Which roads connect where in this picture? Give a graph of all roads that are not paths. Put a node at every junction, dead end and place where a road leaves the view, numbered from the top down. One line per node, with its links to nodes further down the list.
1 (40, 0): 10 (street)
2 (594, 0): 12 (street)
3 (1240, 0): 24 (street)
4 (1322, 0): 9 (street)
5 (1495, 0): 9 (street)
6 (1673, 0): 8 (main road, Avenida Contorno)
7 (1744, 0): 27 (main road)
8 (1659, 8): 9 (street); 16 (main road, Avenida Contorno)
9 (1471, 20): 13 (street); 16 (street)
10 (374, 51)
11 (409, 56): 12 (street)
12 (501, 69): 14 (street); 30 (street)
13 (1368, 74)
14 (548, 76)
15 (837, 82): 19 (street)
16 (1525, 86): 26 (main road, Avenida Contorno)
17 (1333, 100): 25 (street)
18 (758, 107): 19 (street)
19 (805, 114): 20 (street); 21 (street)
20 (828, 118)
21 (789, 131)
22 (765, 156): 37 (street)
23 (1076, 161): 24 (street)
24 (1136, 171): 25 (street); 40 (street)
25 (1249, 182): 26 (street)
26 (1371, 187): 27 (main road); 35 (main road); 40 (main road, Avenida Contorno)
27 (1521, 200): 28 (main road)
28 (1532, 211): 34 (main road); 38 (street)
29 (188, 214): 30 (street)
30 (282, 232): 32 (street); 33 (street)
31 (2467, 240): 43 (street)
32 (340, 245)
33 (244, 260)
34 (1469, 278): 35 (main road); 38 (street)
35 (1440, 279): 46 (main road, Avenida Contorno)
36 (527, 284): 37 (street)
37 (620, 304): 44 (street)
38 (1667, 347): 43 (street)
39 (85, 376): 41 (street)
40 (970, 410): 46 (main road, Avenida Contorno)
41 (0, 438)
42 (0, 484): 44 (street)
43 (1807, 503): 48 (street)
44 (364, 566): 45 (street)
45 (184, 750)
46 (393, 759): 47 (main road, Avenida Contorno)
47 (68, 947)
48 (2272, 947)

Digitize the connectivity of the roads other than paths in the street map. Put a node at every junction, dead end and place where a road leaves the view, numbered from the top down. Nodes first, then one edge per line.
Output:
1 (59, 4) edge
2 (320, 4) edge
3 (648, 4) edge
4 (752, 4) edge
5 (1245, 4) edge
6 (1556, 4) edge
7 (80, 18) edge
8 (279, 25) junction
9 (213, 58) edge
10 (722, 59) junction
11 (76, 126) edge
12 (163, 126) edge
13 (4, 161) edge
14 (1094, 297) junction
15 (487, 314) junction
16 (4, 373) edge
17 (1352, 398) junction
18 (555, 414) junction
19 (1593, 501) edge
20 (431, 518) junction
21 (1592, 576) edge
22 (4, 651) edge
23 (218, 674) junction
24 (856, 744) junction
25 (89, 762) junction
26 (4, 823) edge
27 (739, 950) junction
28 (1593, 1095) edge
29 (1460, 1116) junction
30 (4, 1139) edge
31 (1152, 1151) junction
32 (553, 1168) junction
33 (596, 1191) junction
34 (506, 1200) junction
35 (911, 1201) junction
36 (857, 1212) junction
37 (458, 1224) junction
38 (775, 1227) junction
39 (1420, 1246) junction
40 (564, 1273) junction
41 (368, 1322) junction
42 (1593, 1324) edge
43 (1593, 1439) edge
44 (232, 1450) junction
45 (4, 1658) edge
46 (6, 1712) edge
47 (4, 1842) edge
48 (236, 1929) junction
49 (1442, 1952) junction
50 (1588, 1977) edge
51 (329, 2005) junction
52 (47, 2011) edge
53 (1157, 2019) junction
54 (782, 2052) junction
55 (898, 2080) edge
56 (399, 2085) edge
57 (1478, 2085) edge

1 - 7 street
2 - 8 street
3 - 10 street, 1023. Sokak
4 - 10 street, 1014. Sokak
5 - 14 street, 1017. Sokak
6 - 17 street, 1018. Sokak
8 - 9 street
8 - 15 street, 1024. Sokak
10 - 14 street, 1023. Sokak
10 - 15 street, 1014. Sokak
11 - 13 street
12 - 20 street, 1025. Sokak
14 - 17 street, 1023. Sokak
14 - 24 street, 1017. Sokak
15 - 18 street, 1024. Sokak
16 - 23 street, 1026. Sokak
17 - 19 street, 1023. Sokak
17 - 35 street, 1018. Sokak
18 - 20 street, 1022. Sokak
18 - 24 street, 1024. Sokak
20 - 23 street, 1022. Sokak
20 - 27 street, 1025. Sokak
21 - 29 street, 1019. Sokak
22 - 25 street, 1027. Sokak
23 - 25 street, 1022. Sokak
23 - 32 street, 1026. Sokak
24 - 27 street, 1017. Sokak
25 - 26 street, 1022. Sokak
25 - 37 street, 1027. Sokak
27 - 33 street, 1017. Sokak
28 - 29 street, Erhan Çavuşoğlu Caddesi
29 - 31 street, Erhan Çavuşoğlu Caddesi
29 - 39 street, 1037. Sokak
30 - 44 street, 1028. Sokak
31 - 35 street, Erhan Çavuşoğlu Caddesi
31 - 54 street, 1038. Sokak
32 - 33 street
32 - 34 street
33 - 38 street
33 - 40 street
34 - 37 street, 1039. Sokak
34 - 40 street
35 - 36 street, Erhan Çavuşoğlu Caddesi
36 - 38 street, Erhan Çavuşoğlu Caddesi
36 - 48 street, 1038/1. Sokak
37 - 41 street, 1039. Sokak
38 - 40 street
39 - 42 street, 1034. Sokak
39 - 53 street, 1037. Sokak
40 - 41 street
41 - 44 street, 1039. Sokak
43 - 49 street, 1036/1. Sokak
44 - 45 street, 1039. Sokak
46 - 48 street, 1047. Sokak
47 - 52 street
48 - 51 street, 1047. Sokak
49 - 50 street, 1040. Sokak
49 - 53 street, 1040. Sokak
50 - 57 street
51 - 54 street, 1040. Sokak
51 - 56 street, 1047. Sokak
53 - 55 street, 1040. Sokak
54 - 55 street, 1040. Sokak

About this exercise:
Using the listing above, print every entry exactly.

Expected answer:
Which roads connect where in this picture? Give a graph of all roads that are not paths. Put a node at every junction, dead end and place where a road leaves the view, numbered from the top down. One line per node, with its links to nodes further down the list.
1 (40, 0): 10 (street)
2 (594, 0): 12 (street)
3 (1240, 0): 24 (street)
4 (1322, 0): 9 (street)
5 (1495, 0): 9 (street)
6 (1673, 0): 8 (main road, Avenida Contorno)
7 (1744, 0): 27 (main road)
8 (1659, 8): 9 (street); 16 (main road, Avenida Contorno)
9 (1471, 20): 13 (street); 16 (street)
10 (374, 51)
11 (409, 56): 12 (street)
12 (501, 69): 14 (street); 30 (street)
13 (1368, 74)
14 (548, 76)
15 (837, 82): 19 (street)
16 (1525, 86): 26 (main road, Avenida Contorno)
17 (1333, 100): 25 (street)
18 (758, 107): 19 (street)
19 (805, 114): 20 (street); 21 (street)
20 (828, 118)
21 (789, 131)
22 (765, 156): 37 (street)
23 (1076, 161): 24 (street)
24 (1136, 171): 25 (street); 40 (street)
25 (1249, 182): 26 (street)
26 (1371, 187): 27 (main road); 35 (main road); 40 (main road, Avenida Contorno)
27 (1521, 200): 28 (main road)
28 (1532, 211): 34 (main road); 38 (street)
29 (188, 214): 30 (street)
30 (282, 232): 32 (street); 33 (street)
31 (2467, 240): 43 (street)
32 (340, 245)
33 (244, 260)
34 (1469, 278): 35 (main road); 38 (street)
35 (1440, 279): 46 (main road, Avenida Contorno)
36 (527, 284): 37 (street)
37 (620, 304): 44 (street)
38 (1667, 347): 43 (street)
39 (85, 376): 41 (street)
40 (970, 410): 46 (main road, Avenida Contorno)
41 (0, 438)
42 (0, 484): 44 (street)
43 (1807, 503): 48 (street)
44 (364, 566): 45 (street)
45 (184, 750)
46 (393, 759): 47 (main road, Avenida Contorno)
47 (68, 947)
48 (2272, 947)

Digitize the connectivity of the roads other than paths in the street map. Put a node at every junction, dead end and place where a road leaves the view, numbered from the top down. Nodes first, then one edge per line.
Output:
1 (59, 4) edge
2 (320, 4) edge
3 (648, 4) edge
4 (752, 4) edge
5 (1245, 4) edge
6 (1556, 4) edge
7 (80, 18) edge
8 (279, 25) junction
9 (213, 58) edge
10 (722, 59) junction
11 (76, 126) edge
12 (163, 126) edge
13 (4, 161) edge
14 (1094, 297) junction
15 (487, 314) junction
16 (4, 373) edge
17 (1352, 398) junction
18 (555, 414) junction
19 (1593, 501) edge
20 (431, 518) junction
21 (1592, 576) edge
22 (4, 651) edge
23 (218, 674) junction
24 (856, 744) junction
25 (89, 762) junction
26 (4, 823) edge
27 (739, 950) junction
28 (1593, 1095) edge
29 (1460, 1116) junction
30 (4, 1139) edge
31 (1152, 1151) junction
32 (553, 1168) junction
33 (596, 1191) junction
34 (506, 1200) junction
35 (911, 1201) junction
36 (857, 1212) junction
37 (458, 1224) junction
38 (775, 1227) junction
39 (1420, 1246) junction
40 (564, 1273) junction
41 (368, 1322) junction
42 (1593, 1324) edge
43 (1593, 1439) edge
44 (232, 1450) junction
45 (4, 1658) edge
46 (6, 1712) edge
47 (4, 1842) edge
48 (236, 1929) junction
49 (1442, 1952) junction
50 (1588, 1977) edge
51 (329, 2005) junction
52 (47, 2011) edge
53 (1157, 2019) junction
54 (782, 2052) junction
55 (898, 2080) edge
56 (399, 2085) edge
57 (1478, 2085) edge

1 - 7 street
2 - 8 street
3 - 10 street, 1023. Sokak
4 - 10 street, 1014. Sokak
5 - 14 street, 1017. Sokak
6 - 17 street, 1018. Sokak
8 - 9 street
8 - 15 street, 1024. Sokak
10 - 14 street, 1023. Sokak
10 - 15 street, 1014. Sokak
11 - 13 street
12 - 20 street, 1025. Sokak
14 - 17 street, 1023. Sokak
14 - 24 street, 1017. Sokak
15 - 18 street, 1024. Sokak
16 - 23 street, 1026. Sokak
17 - 19 street, 1023. Sokak
17 - 35 street, 1018. Sokak
18 - 20 street, 1022. Sokak
18 - 24 street, 1024. Sokak
20 - 23 street, 1022. Sokak
20 - 27 street, 1025. Sokak
21 - 29 street, 1019. Sokak
22 - 25 street, 1027. Sokak
23 - 25 street, 1022. Sokak
23 - 32 street, 1026. Sokak
24 - 27 street, 1017. Sokak
25 - 26 street, 1022. Sokak
25 - 37 street, 1027. Sokak
27 - 33 street, 1017. Sokak
28 - 29 street, Erhan Çavuşoğlu Caddesi
29 - 31 street, Erhan Çavuşoğlu Caddesi
29 - 39 street, 1037. Sokak
30 - 44 street, 1028. Sokak
31 - 35 street, Erhan Çavuşoğlu Caddesi
31 - 54 street, 1038. Sokak
32 - 33 street
32 - 34 street
33 - 38 street
33 - 40 street
34 - 37 street, 1039. Sokak
34 - 40 street
35 - 36 street, Erhan Çavuşoğlu Caddesi
36 - 38 street, Erhan Çavuşoğlu Caddesi
36 - 48 street, 1038/1. Sokak
37 - 41 street, 1039. Sokak
38 - 40 street
39 - 42 street, 1034. Sokak
39 - 53 street, 1037. Sokak
40 - 41 street
41 - 44 street, 1039. Sokak
43 - 49 street, 1036/1. Sokak
44 - 45 street, 1039. Sokak
46 - 48 street, 1047. Sokak
47 - 52 street
48 - 51 street, 1047. Sokak
49 - 50 street, 1040. Sokak
49 - 53 street, 1040. Sokak
50 - 57 street
51 - 54 street, 1040. Sokak
51 - 56 street, 1047. Sokak
53 - 55 street, 1040. Sokak
54 - 55 street, 1040. Sokak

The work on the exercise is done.